::: Exercise material :::

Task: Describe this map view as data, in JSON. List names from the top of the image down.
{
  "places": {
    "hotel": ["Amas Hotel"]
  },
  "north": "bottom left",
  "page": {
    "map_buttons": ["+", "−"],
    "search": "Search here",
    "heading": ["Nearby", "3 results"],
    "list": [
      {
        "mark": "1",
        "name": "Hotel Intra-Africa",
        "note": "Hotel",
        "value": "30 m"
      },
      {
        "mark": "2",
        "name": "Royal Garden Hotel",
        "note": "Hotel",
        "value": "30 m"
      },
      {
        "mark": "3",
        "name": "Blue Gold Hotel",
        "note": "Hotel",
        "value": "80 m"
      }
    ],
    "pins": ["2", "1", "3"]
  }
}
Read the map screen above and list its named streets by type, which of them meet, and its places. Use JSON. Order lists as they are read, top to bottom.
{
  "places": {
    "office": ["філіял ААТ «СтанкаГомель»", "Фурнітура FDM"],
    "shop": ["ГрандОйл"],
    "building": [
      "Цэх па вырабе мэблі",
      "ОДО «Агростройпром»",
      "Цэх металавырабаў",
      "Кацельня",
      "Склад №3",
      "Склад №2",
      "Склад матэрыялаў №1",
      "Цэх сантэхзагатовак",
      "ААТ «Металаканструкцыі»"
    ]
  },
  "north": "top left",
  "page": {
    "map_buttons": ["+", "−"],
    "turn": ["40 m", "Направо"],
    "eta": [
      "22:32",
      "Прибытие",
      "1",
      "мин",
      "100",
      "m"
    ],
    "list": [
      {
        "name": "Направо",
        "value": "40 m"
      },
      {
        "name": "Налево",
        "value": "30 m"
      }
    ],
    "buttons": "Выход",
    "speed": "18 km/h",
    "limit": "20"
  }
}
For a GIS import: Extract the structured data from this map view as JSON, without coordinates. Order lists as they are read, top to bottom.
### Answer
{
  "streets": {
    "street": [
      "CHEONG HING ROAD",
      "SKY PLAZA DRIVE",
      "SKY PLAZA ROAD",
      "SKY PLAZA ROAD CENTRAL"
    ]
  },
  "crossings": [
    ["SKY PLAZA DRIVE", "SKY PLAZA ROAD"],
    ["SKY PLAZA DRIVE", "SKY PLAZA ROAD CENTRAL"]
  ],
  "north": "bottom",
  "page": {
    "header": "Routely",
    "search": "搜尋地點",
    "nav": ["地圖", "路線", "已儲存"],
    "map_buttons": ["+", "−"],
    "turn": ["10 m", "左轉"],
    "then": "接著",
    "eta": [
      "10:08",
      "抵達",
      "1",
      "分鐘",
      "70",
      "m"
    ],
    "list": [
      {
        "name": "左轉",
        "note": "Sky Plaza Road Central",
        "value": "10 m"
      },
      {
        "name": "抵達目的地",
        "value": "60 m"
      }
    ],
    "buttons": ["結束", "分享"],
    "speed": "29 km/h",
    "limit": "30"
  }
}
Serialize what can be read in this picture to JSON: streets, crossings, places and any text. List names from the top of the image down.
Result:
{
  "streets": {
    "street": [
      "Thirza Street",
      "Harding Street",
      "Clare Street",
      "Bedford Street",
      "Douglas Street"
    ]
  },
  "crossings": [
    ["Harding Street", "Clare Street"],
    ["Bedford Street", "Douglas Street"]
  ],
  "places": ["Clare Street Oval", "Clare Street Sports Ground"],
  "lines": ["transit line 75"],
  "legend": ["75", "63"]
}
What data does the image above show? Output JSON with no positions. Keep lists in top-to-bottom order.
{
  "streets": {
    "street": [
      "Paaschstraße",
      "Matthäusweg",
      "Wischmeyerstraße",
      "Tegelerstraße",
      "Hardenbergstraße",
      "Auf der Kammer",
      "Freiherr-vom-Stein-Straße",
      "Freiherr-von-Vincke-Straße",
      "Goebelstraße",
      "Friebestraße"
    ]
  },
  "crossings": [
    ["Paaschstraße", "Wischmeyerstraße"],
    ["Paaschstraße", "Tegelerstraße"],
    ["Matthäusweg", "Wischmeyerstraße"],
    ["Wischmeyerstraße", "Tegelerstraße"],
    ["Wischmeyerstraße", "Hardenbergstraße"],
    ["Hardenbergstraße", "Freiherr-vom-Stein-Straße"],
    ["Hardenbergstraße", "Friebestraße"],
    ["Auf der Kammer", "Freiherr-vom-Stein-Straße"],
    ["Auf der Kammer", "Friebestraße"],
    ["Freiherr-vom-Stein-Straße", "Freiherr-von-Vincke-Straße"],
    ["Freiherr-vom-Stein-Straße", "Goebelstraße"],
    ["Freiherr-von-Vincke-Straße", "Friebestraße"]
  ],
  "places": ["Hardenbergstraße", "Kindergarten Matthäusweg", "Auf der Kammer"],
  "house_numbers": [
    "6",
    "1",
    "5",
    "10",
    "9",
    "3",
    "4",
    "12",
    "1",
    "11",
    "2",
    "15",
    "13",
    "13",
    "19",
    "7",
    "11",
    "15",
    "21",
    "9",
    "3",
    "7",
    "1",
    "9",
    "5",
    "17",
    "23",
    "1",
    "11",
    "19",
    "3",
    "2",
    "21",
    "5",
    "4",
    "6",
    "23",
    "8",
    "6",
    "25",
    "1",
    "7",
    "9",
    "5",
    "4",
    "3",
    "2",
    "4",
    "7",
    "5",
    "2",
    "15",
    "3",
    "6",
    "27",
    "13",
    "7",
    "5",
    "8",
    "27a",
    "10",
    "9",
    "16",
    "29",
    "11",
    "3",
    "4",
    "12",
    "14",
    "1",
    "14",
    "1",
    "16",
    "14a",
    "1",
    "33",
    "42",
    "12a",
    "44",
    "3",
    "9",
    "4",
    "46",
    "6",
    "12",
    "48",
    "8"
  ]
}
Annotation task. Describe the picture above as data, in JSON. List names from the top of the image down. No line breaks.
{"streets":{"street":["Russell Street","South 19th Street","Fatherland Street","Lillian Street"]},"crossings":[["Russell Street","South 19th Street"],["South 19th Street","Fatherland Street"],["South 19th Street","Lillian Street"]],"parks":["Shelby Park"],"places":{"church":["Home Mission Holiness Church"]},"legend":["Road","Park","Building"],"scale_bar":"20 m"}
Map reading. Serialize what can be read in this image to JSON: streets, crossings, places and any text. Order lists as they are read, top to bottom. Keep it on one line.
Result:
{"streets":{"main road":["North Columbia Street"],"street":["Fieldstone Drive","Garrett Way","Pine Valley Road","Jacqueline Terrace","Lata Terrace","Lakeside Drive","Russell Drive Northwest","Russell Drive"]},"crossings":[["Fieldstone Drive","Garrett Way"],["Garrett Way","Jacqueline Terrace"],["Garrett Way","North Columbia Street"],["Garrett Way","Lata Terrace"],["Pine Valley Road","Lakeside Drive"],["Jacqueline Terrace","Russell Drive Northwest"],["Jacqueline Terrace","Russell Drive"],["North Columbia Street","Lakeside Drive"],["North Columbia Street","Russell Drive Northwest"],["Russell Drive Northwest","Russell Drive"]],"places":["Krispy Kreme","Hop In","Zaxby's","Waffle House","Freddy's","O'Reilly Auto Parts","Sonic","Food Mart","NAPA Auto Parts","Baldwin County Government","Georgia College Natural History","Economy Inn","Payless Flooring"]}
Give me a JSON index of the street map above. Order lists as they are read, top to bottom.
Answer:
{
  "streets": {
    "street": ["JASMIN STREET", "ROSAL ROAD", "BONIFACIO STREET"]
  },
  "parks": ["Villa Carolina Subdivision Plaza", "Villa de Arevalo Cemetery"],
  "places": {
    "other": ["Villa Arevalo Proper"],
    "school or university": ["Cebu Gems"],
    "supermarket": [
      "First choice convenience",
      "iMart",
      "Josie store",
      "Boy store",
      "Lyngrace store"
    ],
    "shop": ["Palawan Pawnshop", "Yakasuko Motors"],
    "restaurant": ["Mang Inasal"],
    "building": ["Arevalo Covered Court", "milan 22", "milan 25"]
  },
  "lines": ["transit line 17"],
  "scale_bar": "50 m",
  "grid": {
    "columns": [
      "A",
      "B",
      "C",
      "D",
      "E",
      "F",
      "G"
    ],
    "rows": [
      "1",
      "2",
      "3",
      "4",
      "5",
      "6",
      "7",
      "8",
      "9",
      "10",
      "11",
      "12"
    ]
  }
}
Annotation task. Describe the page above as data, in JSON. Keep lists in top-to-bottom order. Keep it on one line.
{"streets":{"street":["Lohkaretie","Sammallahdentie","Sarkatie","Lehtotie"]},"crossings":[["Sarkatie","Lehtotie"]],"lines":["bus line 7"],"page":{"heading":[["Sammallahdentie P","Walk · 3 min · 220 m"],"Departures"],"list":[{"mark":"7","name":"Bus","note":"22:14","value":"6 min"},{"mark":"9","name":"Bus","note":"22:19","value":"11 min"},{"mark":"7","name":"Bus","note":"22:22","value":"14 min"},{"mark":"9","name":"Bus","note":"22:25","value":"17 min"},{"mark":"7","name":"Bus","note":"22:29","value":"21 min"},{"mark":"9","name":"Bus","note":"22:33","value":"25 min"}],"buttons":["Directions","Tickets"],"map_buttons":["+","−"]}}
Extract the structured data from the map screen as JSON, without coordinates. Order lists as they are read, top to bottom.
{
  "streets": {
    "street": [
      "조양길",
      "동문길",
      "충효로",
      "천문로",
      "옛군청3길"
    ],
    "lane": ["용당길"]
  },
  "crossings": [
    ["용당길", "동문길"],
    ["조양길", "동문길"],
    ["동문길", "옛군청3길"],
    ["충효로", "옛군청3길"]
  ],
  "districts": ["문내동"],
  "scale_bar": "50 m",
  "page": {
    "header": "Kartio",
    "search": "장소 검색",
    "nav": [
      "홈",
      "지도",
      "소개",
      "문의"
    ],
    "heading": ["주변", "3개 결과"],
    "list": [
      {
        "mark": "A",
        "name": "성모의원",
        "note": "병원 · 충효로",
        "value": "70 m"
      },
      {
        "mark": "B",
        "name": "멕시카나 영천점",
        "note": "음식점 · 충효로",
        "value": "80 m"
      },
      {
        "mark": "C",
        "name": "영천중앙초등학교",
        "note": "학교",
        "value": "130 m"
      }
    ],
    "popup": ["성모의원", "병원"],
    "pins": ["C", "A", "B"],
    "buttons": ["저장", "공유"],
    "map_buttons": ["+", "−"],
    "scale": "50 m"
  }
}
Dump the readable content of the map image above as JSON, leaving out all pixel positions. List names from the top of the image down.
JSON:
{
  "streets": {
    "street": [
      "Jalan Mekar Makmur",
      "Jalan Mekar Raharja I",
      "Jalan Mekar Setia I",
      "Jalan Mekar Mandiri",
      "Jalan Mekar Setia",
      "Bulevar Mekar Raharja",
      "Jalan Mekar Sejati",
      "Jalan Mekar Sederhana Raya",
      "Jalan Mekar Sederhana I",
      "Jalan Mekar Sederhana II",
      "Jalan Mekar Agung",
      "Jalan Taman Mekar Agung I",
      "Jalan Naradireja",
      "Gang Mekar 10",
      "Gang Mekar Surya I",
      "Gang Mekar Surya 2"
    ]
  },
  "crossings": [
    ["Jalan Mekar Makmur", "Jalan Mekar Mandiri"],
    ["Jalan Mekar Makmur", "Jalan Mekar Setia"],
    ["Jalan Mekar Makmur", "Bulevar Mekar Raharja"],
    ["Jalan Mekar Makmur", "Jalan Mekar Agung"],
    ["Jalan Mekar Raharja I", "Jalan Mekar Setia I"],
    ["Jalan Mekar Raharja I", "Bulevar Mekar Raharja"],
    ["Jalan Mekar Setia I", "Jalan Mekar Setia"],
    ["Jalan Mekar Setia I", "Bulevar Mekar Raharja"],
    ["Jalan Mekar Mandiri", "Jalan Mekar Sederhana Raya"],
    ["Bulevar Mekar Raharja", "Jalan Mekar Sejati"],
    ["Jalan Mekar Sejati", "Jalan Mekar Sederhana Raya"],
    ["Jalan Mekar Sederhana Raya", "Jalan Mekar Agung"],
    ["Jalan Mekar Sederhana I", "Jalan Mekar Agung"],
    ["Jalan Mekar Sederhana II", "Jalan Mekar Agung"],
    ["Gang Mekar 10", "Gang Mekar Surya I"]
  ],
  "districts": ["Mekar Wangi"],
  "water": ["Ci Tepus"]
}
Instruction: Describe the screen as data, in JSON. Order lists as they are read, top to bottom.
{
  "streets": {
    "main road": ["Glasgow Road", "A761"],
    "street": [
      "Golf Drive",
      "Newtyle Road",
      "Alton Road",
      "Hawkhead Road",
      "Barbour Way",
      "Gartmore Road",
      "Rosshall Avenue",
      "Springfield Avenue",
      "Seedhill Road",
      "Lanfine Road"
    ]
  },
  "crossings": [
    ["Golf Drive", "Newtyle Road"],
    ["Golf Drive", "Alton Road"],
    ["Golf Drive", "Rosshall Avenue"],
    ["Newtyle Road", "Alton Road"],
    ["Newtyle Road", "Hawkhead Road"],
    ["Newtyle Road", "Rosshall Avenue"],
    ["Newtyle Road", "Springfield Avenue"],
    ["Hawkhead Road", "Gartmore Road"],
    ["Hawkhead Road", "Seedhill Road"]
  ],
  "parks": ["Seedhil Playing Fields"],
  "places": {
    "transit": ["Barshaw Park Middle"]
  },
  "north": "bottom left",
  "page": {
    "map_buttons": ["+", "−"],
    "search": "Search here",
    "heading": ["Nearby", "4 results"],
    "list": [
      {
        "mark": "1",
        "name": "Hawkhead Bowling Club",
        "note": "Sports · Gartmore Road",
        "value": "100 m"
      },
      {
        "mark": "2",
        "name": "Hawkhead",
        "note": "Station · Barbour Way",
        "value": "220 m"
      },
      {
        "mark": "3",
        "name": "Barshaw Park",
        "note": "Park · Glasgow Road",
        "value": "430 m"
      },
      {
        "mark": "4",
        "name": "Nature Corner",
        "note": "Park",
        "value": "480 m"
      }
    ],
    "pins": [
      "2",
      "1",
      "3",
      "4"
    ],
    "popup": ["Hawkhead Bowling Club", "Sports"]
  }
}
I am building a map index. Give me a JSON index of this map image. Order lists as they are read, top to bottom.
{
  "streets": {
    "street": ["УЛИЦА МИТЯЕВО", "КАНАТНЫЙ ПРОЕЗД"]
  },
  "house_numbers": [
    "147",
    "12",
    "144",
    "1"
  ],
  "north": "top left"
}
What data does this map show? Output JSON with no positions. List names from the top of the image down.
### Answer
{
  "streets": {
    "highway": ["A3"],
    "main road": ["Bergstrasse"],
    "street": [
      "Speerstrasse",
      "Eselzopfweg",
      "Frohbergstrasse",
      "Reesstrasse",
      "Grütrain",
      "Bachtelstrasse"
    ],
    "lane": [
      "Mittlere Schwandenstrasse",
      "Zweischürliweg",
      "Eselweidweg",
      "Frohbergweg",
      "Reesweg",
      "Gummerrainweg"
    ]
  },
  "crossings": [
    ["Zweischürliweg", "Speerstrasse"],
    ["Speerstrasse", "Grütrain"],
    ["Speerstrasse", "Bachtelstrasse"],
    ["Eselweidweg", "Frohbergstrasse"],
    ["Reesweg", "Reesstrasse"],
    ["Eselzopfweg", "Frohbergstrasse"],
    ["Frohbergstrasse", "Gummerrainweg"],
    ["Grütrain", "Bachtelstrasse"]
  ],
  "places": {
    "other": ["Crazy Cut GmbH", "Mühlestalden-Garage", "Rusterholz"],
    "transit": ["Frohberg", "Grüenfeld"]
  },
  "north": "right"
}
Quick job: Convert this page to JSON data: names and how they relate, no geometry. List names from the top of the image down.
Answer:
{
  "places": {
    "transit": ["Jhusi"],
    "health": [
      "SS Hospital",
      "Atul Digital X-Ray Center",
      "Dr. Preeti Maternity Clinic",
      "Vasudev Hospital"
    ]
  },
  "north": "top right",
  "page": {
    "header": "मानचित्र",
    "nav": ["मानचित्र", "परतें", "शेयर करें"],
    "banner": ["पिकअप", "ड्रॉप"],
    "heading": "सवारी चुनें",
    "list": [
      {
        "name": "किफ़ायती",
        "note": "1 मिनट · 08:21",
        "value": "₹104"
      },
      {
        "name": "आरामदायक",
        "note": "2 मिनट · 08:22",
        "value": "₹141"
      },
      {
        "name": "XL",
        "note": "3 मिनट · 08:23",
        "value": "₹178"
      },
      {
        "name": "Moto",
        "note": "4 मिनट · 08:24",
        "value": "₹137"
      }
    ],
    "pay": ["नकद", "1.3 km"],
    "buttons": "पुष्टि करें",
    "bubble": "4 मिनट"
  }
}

:::

The problem. Return each line of the entries that holds the string "Grütrain".

Reply to the task.
      "Grütrain",
    ["Speerstrasse", "Grütrain"],
    ["Grütrain", "Bachtelstrasse"]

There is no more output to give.